So, what did Simon have to say?

From like a production standpoint, how is doing the American version of the show been different so far from your stance doing the British version?

Well it’s a good question, because when we first did this it was kind of weird for me. We do these auditions in front of crowds: 4,000 people, 5,000 people, 6,000 people in arenas, and of course nobody had seen the show before.  And in a strange way it made it more interesting, because the audience didn’t know what to expect.  I could feel that they were kind of excited and a bit edgy, and then they got it quite quickly. 

I would say the American audiences are more vocal; that when they like someone they let you know, and they certainly let you know when they disagree with you.  There were a few occasions where we had to (otherwise I think I may have got seriously injured) bring back some contestants we said no to because the audience wanted them [to get] through; we did say to [the audience] you’re sort of like the fifth judge here.  So it was fun and everywhere we went the crowds were good.  Better in the evenings, because you could feel a lot of them were drunk so they were louder, and I like that.  I might do that for the live shows, just make everybody drink before they come in.

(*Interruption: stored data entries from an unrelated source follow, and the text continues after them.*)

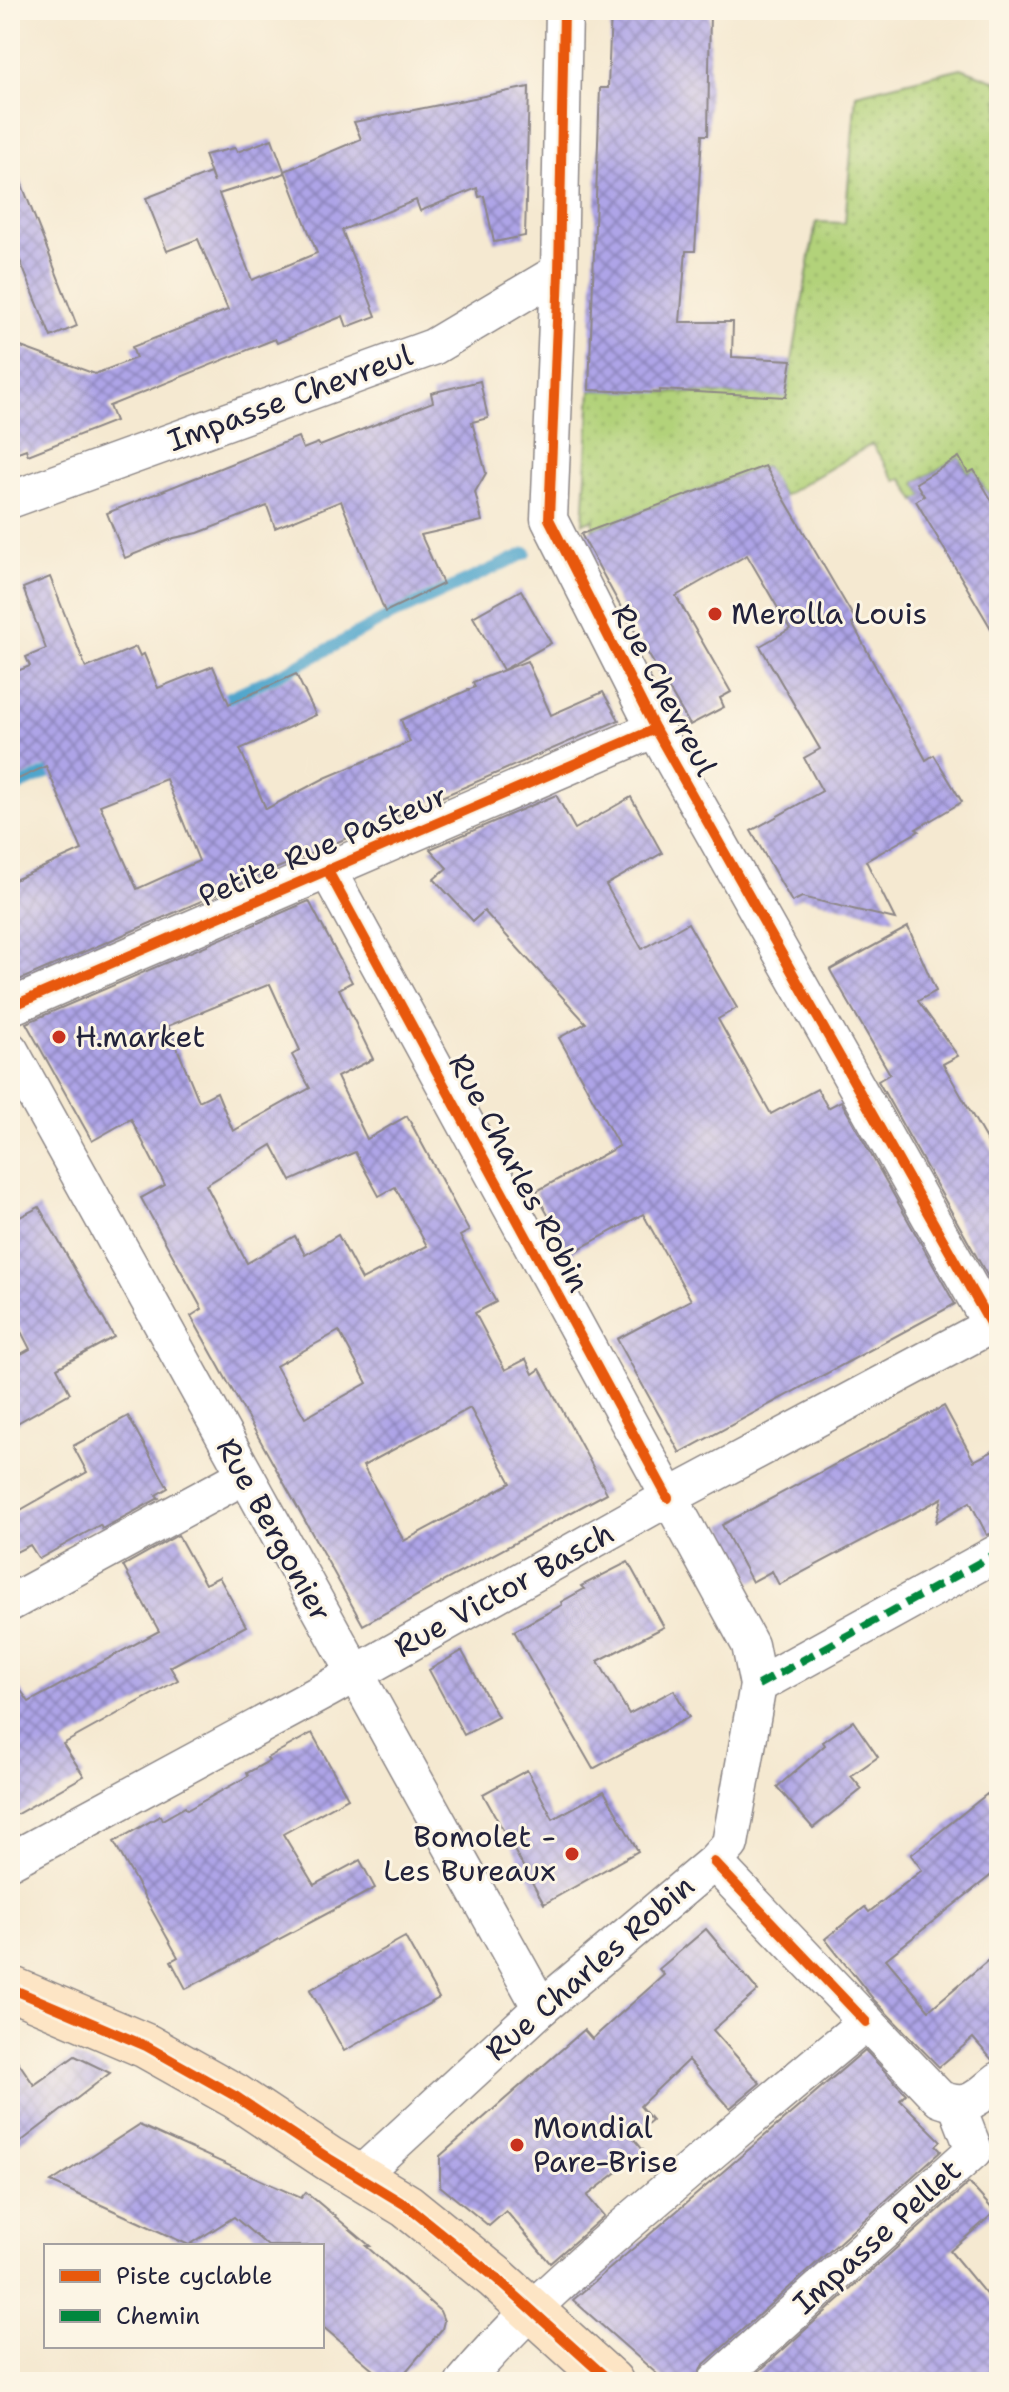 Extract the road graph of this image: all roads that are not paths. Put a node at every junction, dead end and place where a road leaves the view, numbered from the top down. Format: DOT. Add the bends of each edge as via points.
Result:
graph roads {
  1 [pos="564,10"];
  2 [pos="559,272"];
  3 [pos="10,500"];
  4 [pos="655,729"];
  5 [pos="328,871"];
  6 [pos="10,1007"];
  7 [pos="10,1050"];
  8 [pos="995,1323"];
  9 [pos="244,1476"];
  10 [pos="668,1498"];
  11 [pos="999,1552"];
  12 [pos="10,1603"];
  13 [pos="354,1674"];
  14 [pos="758,1685"];
  15 [pos="10,1861"];
  16 [pos="714,1862"];
  17 [pos="10,1988"];
  18 [pos="541,2008"];
  19 [pos="866,2022"];
  20 [pos="999,2080"];
  21 [pos="957,2106"];
  22 [pos="359,2176"];
  23 [pos="530,2309"];
  24 [pos="464,2382"];
  25 [pos="611,2382"];
  26 [pos="716,2382"];
  1 -- 2 [label="street, Rue Chevreul"];
  2 -- 3 [label="street, Impasse Chevreul" via="433,347"];
  2 -- 4 [label="street, Rue Chevreul" via="549,519"];
  4 -- 5 [label="street, Petite Rue Pasteur"];
  4 -- 8 [label="street, Rue Chevreul"];
  5 -- 6 [label="street, Petite Rue Pasteur"];
  5 -- 10 [label="street, Rue Charles Robin"];
  7 -- 9 [label="street, Rue Bergonier"];
  8 -- 10 [label="street, Rue Victor Basch"];
  9 -- 12 [label="street"];
  9 -- 13 [label="street, Rue Bergonier"];
  10 -- 13 [label="street, Rue Victor Basch"];
  10 -- 14 [label="street, Rue Charles Robin" via="750,1645"];
  11 -- 14 [label="street"];
  13 -- 15 [label="street, Rue Victor Basch"];
  13 -- 18 [label="street, Rue Bergonier"];
  14 -- 16 [label="street, Rue Charles Robin" via="730,1844"];
  16 -- 18 [label="street, Rue Charles Robin"];
  16 -- 19 [label="street"];
  17 -- 22 [label="main road" via="146,2046"];
  18 -- 22 [label="street, Rue Charles Robin"];
  19 -- 21 [label="street" via="940,2099"];
  19 -- 23 [label="street"];
  20 -- 21 [label="street" via="970,2104"];
  21 -- 26 [label="street, Impasse Pellet" via="974,2150"];
  22 -- 23 [label="main road" via="407,2206"];
  23 -- 24 [label="street"];
  23 -- 25 [label="main road"];
}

Can you tell me what is the most important thing that you’ve learned during your time as a judge on American Idol that you’ve now been applying for launching The X Factor …?

Well, you have to say what you think, basically, otherwise anyone could do this job; I mean everyone has an opinion: you like somebody; you don’t like somebody.  Not many people are prepared to actually say, “I think what other people are thinking at home,” and I genuinely don’t have a problem with that.  And the more time I spent in America the best compliment you could have is when people come up to you and say, “You do say what I’m thinking.”  So I felt comfortable doing that when I moved from Idol onto The X Factor.  It doesn’t always make you comfortable when you watch it back, but it definitely makes the show more honest I think.

One of the things that was going to be unique, at least I think to American audience, was the mentoring process and now there’s some of The Voice jumped in and did something similar to that. 

Yes.

What are your feelings about that?


Well they didn’t do it as well as us, if I’m being honest with you, and you will genuinely see the difference, I think, on this show.  I kind of expected them to do something like that, but that’s the nature of the game when you make reality shows.  But it is a necessary part of the format that you really do mentor these contestants.  And look, it’s not just what you do during the show; anyone can mentor.  The point is can you mentor someone through the show and actually create a star.  So you’re going to have to judge X Factor on what we do compared to what they did on The Voice

As I’m talking to you, this week, [a band] I mentored on X Factor last year in the U.K., didn’t win (they came third), but they’re going to have the biggest selling single this year and the biggest selling album; they’re a band called One Direction.  So that’s what I call proper mentoring where you’re preparing somebody for the real world.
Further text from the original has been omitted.